И сейчас, когда Анастасия описала внешность его давнего знакомого, да, знакомого, назвать Самохина другом Евлентьев никак не мог, он замер на какое-то время, замолчал, настороженно посмотрел на Анастасию.
– Договорились встретиться? – спросила она.
– Да, сегодня в шесть.
– Форма одежды парадная?
– Насколько это возможно.
– Меня возьмешь?
– Об этом мы с ним не договаривались.
– Решил идти?
– Почему бы и нет?
– Не знаю, не знаю, – Анастасия загасила в блюдце очередную сигарету, поставила блюдце на пол и легко спрыгнула с кресла прямо в громадные евлентьевские шлепанцы. – Пойду поглажу тебе рубашку. Нужно выглядеть… Ну, хоть немного лучше, чем сейчас. А ты за это время побреешься.
– Легкая небритость сейчас в моде.
– Это касается Алена Делона, но не тебя. Даже Бельмондо не позволяет себе легкой небритости. За небритостью таится ненаказуемая, но все-таки на грани наказуемости и потому особенно привлекательная… этакая мужская порочность.
– Она мне не идет?
– Ты недостаточно порочен, Виталик. И не надо прикидываться порочным. Твой стиль – гладко выбритая бледность. Единственное, в чем ты можешь позволить себе небрежность, – это прическа. Но волосы при этом должны быть вымыты, высушены, расчесаны. Значит, пойдешь на эту встречу?
– Ты спрашиваешь второй раз… Тебе что-то не нравится?
– Могу только сказать, Виталик, что ужином ваше общение не ограничится.
– Будет продолжение?
– Наступит время, когда ты пожалеешь, что встретил этого человека в утренней электричке.
– Он принесет мне несчастье?
Анастасия посмотрела на Евлентьева долгим взглядом, передернула узкими плечами, прикрытыми толстым растянутым свитером, не то улыбнулась, не то просто хмыкнула, издав нечто нервно-неопределенное.
– Не только, – сказала наконец.
– А ты не можешь выразиться определеннее? – раздраженно спросил Евлентьев.
– Не могу, – Анастасия подняла руки и беспомощно уронила их. – Не могу, Виталик! Я произношу только то, что само произносится. А когда ничего не произносится, молчу. Ты хочешь, чтобы я почаще молчала? – Она посмотрела на него исподлобья.
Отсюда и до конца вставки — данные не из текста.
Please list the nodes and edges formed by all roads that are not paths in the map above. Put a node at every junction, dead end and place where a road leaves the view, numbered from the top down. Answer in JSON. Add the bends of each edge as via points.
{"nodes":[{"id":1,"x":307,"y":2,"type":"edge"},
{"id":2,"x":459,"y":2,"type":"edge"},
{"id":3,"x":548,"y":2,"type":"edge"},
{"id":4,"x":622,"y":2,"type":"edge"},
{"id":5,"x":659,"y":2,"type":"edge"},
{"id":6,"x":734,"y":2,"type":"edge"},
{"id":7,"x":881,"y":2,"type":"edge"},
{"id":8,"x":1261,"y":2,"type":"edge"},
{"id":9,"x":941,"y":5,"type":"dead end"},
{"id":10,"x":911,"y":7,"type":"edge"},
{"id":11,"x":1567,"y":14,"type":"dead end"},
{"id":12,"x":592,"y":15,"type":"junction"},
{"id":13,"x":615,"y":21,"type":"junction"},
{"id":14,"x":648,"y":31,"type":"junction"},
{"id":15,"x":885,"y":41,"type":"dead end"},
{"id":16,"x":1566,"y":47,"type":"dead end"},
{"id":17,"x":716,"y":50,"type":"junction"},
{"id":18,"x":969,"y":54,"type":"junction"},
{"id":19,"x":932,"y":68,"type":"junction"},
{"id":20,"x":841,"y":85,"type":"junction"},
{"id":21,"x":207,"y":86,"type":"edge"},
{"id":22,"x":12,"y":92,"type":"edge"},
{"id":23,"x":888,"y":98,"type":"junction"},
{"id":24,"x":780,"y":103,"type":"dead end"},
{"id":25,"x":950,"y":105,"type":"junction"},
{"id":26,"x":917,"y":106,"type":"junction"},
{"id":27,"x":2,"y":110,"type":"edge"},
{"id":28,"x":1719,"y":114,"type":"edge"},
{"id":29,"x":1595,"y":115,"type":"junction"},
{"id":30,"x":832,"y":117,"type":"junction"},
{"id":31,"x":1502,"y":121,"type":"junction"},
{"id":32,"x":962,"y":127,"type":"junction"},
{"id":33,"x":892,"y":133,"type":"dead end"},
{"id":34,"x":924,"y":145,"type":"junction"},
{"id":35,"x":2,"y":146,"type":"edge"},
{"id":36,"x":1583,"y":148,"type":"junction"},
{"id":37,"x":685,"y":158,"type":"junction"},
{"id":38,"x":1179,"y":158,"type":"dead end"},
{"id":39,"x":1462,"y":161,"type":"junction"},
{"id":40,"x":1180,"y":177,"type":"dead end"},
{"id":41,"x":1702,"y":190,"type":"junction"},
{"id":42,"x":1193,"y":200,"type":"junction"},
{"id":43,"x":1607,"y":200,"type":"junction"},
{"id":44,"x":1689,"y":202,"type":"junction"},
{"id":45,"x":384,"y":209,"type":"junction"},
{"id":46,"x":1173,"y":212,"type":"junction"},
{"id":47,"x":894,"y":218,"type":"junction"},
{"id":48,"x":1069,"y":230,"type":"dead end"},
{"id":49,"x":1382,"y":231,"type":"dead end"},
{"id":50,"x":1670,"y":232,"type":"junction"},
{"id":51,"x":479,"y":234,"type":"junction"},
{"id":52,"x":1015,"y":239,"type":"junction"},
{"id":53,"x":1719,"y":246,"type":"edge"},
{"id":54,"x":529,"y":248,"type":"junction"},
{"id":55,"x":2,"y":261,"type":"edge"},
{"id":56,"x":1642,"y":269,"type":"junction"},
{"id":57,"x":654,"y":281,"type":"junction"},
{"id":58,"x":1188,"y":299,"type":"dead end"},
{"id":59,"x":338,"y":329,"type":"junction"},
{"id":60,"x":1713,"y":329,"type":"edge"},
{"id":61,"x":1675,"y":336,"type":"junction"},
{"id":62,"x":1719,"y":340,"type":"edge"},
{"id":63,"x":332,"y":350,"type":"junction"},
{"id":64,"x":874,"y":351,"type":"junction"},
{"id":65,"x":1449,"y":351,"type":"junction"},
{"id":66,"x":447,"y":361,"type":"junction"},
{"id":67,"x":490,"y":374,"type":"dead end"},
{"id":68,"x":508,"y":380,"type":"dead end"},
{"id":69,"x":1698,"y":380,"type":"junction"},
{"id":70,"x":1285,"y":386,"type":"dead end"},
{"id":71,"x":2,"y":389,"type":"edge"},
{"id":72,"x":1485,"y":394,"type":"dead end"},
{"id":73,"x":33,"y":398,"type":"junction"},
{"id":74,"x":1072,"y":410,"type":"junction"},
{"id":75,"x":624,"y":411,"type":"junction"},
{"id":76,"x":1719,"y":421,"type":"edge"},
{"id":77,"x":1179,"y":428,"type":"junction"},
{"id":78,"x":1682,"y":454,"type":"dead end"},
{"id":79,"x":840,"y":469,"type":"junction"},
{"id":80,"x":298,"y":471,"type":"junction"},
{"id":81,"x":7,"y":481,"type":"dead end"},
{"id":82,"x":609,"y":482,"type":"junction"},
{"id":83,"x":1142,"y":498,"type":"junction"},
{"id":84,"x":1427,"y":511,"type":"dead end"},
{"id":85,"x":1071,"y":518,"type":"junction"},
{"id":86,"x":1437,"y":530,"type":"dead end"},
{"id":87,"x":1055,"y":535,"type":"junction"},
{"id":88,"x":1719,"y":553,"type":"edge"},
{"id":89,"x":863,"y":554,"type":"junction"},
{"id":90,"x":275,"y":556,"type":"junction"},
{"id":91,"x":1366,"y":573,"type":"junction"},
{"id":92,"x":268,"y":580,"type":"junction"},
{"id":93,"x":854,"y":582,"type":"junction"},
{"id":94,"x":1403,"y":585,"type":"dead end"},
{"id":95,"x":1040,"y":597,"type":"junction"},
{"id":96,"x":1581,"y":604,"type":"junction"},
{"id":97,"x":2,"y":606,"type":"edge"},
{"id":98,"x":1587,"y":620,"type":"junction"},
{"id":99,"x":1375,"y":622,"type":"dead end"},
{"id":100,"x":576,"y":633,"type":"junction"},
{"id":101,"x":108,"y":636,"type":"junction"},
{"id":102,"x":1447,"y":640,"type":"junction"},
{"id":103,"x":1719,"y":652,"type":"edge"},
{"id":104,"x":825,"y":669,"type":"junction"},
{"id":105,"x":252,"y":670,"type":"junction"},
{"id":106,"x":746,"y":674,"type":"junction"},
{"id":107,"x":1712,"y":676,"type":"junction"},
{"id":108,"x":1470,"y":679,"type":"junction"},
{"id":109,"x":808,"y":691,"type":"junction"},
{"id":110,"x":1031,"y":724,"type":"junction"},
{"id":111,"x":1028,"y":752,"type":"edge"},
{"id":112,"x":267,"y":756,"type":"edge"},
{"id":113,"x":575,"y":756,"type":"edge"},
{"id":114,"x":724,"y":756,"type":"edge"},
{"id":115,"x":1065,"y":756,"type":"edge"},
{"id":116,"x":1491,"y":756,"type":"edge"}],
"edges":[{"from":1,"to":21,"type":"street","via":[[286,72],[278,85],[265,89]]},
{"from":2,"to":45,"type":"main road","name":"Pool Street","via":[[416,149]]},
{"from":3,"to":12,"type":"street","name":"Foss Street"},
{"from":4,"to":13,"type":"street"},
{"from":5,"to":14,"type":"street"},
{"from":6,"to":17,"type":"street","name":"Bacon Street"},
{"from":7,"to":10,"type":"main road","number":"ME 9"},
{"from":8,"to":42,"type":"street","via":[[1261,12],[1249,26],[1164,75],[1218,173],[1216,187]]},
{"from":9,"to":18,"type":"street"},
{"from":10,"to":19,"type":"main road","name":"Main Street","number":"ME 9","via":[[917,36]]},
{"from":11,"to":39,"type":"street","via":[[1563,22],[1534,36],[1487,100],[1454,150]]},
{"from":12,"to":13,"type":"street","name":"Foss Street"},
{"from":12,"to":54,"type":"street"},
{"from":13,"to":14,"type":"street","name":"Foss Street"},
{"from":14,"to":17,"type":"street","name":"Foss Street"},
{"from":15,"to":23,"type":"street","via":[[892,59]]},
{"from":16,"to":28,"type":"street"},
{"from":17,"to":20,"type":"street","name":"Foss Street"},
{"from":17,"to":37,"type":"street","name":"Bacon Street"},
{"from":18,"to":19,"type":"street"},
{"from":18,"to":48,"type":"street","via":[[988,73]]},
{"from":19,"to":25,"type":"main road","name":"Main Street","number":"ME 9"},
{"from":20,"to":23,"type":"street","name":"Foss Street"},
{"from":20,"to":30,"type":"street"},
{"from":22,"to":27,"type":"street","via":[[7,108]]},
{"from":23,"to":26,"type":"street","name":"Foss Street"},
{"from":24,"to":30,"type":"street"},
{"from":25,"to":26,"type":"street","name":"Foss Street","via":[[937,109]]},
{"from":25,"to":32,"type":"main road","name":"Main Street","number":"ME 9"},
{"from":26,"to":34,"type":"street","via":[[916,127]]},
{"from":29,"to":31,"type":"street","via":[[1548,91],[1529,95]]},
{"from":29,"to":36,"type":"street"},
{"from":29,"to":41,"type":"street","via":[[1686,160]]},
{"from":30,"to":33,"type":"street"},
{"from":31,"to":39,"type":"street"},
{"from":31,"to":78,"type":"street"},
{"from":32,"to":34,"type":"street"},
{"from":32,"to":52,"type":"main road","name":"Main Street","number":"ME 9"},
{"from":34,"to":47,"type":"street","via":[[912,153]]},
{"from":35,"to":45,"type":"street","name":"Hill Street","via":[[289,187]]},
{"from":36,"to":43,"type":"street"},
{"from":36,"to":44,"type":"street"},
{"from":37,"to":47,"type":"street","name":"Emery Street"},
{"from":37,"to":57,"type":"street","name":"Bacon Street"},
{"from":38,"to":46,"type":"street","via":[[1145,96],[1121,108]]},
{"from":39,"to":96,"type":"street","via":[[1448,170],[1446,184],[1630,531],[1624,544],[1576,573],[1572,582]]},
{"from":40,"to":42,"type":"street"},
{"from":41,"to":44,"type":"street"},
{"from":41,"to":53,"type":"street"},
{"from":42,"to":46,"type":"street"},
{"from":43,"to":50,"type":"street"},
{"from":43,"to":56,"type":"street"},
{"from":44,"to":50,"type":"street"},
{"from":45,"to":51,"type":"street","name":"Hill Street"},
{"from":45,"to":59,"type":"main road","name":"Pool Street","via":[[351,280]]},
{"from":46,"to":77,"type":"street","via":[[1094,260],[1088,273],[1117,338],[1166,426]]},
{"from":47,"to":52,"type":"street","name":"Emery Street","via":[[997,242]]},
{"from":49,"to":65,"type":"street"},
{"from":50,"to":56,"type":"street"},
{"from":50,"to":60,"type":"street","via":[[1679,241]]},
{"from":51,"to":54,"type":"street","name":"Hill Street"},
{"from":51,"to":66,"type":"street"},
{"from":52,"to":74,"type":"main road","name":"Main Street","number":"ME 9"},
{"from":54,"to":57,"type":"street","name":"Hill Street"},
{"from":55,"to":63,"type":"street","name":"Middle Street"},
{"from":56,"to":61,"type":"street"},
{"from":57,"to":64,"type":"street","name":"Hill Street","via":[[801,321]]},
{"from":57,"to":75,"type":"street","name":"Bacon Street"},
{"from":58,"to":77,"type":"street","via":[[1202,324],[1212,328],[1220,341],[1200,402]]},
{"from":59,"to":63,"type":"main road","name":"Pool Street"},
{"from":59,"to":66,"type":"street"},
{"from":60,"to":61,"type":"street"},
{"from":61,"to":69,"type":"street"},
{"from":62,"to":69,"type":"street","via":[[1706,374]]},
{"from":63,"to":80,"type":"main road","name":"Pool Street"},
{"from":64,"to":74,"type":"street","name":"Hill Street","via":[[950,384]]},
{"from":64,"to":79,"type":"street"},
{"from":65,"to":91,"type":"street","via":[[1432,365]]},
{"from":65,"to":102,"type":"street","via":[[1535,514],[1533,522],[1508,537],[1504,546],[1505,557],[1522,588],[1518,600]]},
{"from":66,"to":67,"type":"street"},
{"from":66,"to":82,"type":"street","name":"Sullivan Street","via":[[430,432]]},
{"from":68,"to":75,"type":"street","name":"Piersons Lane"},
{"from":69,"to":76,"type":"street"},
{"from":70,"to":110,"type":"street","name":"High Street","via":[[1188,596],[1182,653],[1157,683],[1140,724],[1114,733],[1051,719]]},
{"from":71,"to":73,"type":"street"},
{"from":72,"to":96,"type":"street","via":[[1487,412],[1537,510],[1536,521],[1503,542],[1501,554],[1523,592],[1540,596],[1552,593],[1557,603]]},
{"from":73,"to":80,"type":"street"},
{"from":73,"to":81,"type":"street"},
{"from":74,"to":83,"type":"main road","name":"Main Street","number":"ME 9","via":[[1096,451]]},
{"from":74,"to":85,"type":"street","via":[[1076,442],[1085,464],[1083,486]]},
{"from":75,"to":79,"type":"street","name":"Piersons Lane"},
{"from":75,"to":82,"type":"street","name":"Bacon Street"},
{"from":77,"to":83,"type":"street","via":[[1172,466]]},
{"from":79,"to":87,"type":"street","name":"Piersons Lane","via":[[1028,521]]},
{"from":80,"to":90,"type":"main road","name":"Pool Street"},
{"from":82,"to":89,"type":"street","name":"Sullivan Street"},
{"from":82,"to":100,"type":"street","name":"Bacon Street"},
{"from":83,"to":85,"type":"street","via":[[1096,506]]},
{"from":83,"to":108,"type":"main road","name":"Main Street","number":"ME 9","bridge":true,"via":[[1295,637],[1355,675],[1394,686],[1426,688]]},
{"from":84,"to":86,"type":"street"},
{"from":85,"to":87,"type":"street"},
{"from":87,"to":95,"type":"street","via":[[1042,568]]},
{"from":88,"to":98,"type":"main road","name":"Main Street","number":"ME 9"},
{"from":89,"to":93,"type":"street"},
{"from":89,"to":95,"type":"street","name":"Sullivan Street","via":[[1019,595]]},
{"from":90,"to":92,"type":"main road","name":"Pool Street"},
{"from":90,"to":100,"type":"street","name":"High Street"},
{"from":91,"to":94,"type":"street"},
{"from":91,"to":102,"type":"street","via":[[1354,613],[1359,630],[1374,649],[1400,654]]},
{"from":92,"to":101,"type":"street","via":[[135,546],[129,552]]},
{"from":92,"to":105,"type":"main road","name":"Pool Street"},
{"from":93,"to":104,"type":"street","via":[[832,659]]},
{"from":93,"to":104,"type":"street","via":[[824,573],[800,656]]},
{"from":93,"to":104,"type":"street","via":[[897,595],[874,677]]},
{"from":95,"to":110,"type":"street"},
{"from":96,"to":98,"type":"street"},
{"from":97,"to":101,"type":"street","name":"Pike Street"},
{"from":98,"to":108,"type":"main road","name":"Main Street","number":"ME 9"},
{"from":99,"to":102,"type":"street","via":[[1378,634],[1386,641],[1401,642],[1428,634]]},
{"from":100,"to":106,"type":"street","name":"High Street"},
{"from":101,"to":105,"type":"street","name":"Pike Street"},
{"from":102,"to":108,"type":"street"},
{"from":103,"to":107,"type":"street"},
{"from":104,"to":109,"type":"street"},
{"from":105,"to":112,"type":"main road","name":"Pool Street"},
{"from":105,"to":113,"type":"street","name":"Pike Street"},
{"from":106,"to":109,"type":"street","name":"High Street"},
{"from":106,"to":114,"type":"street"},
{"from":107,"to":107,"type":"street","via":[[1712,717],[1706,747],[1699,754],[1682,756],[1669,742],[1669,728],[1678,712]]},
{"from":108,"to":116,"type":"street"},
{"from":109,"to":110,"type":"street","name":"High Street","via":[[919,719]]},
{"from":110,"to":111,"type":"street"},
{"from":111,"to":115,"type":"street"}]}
– Да нет, – он пожал плечами. – Произноси.
– Рубашку гладить?
– Наверно, надо.
– Значит, все-таки пойдешь?
– Анастасия, – негромко, но тяжело произнес Евлентьев, – я пойду в любом случае. Даже в калошах на босу ногу, даже в этой мокрой куртке, даже если мне придется надеть ее на голое тело.
– Я так и знала, – Анастасия отвернулась к шкафу, считая разговор законченным.
– Что ты знала?! – заорал Евлентьев.
– Включились высшие силы. От тебя уже ничего не зависит.
– Откуда тебе это известно?
– Приметы… Дурные приметы.
– Какие?
– Когда ты вошел, на экране телевизора заставка шла… Две птички с жердочки упали.
– Ну и что? – простонал Евлентьев. – Ну упали птички, ну? Туда им и дорога!
– Вот и я о том же… О твоей дороге.
– Почему только о моей? Птичек-то две, и обе упали? – улыбнулся Евлентьев.
– Две птички… Это вы с другом… Ты сегодня в единстве с ним, а не со мной, – Анастасия повернула к Евлентьеву свое внезапно осунувшееся лицо.
– Ну ты даешь, подруга, – это было все, что он мог произнести.
Дом литераторов умирал.
Впрочем, можно сказать и более откровенно – Центральный Дом литераторов умер.
Совсем недавно, всего несколько лет назад, это было самое соблазнительное место Москвы. Сюда стремились юные дарования, по вечерам съезжались, благоухая парижскими ароматами, маститые писатели, их сановные жены, их щебечущие подруги, честолюбивые, с горящими глазами пробивные графоманы в поисках нужных знакомств, людей и связей. Сюда стремились наивные девочки и задумчивые юноши, проститутки с поэтическими наклонностями и поэтессы, готовые тут же закрепить мимолетное знакомство в более укромном месте. Этот Дом охотно посещали звезды кино и театра, звезды космоса и астрологии, экстрасенсы, колдуны и хироманты, обаятельные мошенники и шалые бандиты. Сюда приходили посмотреть живьем известные всему миру лица, приобщиться к чему-то высокому, тревожному и почти недоступному.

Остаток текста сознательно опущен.